Much of the data on the association of meat intake and CVD outcomes are derived from studies involving vegetarian populations (e.g., Thorogood et al., 1994; Key et al., 1996, 1999; Mann et al., 1997). In general, it has been shown that vegetarians experience lower risk of CVD and greater life expectancy compared with meat eaters and that their risk increases with higher meat intake. These observations raise concerns about the level of meat consumption compatible with CVD prevention. However, CVD risk differs with the type of meat consumed and the method of food preparation, and few studies have examined associations separately for red and white meat. In the Nurses’ Health Study, red meat consumption (including processed meat) was associated with higher age-adjusted risk of CHD, while poultry and fish consumption was associated with lower risk (Hu et al., 1999). Lean red meat, trimmed of visible fat, and skinless poultry are lower in saturated fats and an important source of protein, vitamin B12, niacin, zinc, and iron. Among persons with hypercholesterolemia, dietary interventions to lower cholesterol incorporating either lean red meats (beef, veal, and pork) or lean white meats (poultry and fish), which are part of the National Cholesterol Education Program (NCEP) Step I diet, showed similar reductions in LDL-cholesterol and elevations in HDL-cholesterol. This demonstrates that lean red meat, if consumed in the recommended amounts, can be part of a healthy diet (Davidson et al., 1999). Finally, there is compelling evidence that frequent fish consumption is associated with lower risk of CVD, particularly CHD. For example, risk of CHD mortality was 38% lower with consumption of 35 or more grams of fish daily in the Western Electric Study (Daviglus et al., 1997), and 45% lower with fish consumption five or more times a week in the Nurses Health Study, compared to little or no intake (Hu et al., 2002).

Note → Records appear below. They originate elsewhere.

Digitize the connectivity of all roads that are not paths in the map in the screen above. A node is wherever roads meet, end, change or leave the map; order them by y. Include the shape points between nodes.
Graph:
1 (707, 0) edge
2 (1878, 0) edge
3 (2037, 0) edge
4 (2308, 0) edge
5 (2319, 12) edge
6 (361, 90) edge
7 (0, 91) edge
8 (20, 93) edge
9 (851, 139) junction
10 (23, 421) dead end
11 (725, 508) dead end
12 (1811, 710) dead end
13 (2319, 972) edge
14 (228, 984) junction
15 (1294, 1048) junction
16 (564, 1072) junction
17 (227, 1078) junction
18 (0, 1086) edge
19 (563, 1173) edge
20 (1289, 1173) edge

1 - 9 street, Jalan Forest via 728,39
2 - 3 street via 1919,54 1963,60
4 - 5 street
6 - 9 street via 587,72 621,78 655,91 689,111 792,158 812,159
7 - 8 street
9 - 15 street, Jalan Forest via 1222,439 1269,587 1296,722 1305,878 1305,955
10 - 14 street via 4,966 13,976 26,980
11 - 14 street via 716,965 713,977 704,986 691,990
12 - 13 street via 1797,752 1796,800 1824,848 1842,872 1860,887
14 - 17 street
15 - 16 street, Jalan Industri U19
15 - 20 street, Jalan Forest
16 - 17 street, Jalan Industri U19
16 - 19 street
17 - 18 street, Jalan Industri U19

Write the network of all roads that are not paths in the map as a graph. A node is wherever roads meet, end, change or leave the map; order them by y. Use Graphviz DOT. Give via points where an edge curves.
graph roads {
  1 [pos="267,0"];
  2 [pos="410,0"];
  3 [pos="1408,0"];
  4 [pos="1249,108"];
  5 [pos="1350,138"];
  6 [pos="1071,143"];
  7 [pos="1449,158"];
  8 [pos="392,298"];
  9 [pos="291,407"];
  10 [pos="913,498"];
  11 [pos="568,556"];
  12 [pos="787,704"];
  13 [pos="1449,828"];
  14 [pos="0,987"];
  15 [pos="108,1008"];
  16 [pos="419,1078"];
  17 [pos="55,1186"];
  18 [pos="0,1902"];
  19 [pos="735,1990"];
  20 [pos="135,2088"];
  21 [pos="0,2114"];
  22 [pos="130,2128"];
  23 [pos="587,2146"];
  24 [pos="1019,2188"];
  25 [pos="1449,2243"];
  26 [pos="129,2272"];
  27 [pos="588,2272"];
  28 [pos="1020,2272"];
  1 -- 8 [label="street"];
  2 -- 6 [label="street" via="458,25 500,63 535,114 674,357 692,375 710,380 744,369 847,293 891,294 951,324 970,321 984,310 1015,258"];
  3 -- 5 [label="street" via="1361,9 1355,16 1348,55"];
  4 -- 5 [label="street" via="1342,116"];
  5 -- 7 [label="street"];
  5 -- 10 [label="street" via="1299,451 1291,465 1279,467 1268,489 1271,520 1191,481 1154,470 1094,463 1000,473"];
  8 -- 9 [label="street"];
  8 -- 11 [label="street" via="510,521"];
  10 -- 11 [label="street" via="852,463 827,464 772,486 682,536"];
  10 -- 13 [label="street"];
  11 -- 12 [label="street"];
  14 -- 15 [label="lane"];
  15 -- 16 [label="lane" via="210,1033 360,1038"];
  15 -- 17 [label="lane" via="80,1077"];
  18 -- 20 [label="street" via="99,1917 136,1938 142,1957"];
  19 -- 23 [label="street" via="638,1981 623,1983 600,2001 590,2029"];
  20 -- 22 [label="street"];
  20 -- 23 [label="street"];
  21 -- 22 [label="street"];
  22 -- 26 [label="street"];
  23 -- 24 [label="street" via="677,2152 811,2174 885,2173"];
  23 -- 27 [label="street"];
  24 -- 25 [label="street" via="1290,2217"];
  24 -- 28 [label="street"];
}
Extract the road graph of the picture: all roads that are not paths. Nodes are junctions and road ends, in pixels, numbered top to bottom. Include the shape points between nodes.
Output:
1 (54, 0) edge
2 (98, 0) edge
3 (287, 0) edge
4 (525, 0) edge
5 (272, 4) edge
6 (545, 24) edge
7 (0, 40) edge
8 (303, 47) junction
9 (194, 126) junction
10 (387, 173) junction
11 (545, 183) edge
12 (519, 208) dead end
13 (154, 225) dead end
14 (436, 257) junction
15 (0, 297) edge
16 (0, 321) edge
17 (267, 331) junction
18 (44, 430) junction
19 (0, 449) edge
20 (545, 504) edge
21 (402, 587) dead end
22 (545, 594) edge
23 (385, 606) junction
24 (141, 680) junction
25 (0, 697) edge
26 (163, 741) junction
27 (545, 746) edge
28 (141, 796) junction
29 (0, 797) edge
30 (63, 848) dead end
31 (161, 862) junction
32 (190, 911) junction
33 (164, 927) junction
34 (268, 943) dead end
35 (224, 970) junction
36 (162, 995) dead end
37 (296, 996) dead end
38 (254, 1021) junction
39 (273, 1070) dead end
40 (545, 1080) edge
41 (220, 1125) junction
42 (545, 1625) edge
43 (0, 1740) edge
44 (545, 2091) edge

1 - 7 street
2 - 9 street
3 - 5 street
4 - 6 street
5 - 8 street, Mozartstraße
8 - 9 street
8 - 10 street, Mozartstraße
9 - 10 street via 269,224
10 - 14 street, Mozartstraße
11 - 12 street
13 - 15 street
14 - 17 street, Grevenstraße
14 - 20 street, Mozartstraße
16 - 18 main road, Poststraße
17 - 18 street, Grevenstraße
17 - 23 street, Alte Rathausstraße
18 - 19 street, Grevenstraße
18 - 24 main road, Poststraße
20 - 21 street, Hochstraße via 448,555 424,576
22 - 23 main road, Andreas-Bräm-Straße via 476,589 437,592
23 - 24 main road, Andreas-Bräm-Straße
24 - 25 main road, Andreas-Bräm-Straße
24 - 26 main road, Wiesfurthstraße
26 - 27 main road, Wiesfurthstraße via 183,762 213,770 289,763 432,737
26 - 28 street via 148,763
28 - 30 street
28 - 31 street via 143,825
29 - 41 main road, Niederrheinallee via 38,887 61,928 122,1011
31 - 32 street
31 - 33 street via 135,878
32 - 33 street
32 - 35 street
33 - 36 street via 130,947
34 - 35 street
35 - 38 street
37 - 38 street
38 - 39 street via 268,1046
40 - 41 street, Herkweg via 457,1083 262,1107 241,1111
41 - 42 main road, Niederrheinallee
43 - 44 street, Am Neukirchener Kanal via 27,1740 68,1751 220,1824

Current nutritional guidelines proposed by the USDA recommend limiting daily consumption from the meat and beans group – including lean meats, poultry, fish, eggs, beans, and nuts/seeds – to about 5to 6-ounce equivalents in all among adults (1-ounce equivalent is 1 oz. of cooked lean meats, poultry, fish; 1 egg; 0.25 cup cooked dry beans or tofu; 1 tablespoon peanut butter; 0.5 oz. nuts or seeds) (U.S. Department of Health and Human Services, 2005). Recent dietary recommendations made by the AHA include limiting saturated fats to less than 7% of daily energy, and cholesterol to less than 300 mg/day, by consuming lean cuts of meat, skinless poultry, and vegetable alternatives and fat-free or low-fat dairy products, and eating fish, preferably oily fish, at least twice a week (Lichtenstein et al., 2006). The Dietary Approaches to Stop Hypertension (DASH) eating plan, which is in accordance with AHA dietary recommendations, limits intake of lean meat, poultry, and fish to less than six servings per day for a 2000 calorie diet (one serving consists of 1 oz. of cooked lean meat with visible fat trimmed away, skinless poultry, or fish; or 1 egg). Moreover, numerous studies have demonstrated the benefits of Mediterranean diets and diets high in fruits, vegetables, whole grains, and fish, and low in red meat, high-fat dairy products, and saturated fats (e.g., Appel et al., 1997; Stampfer et al., 2000; Trichopoulou et al., 2003; Knoops et al., 2004; Trichopoulou, 2004). With CVD continuing to be the leading cause of morbidity and mortality in the United States and other industrialized countries despite advances in medical technology and treatment, strong primary preventive measures are urgently required from an early age to promote healthy lifestyles, including healthy diets and increased physical activity, in order to lessen future individual and societal burden of disease.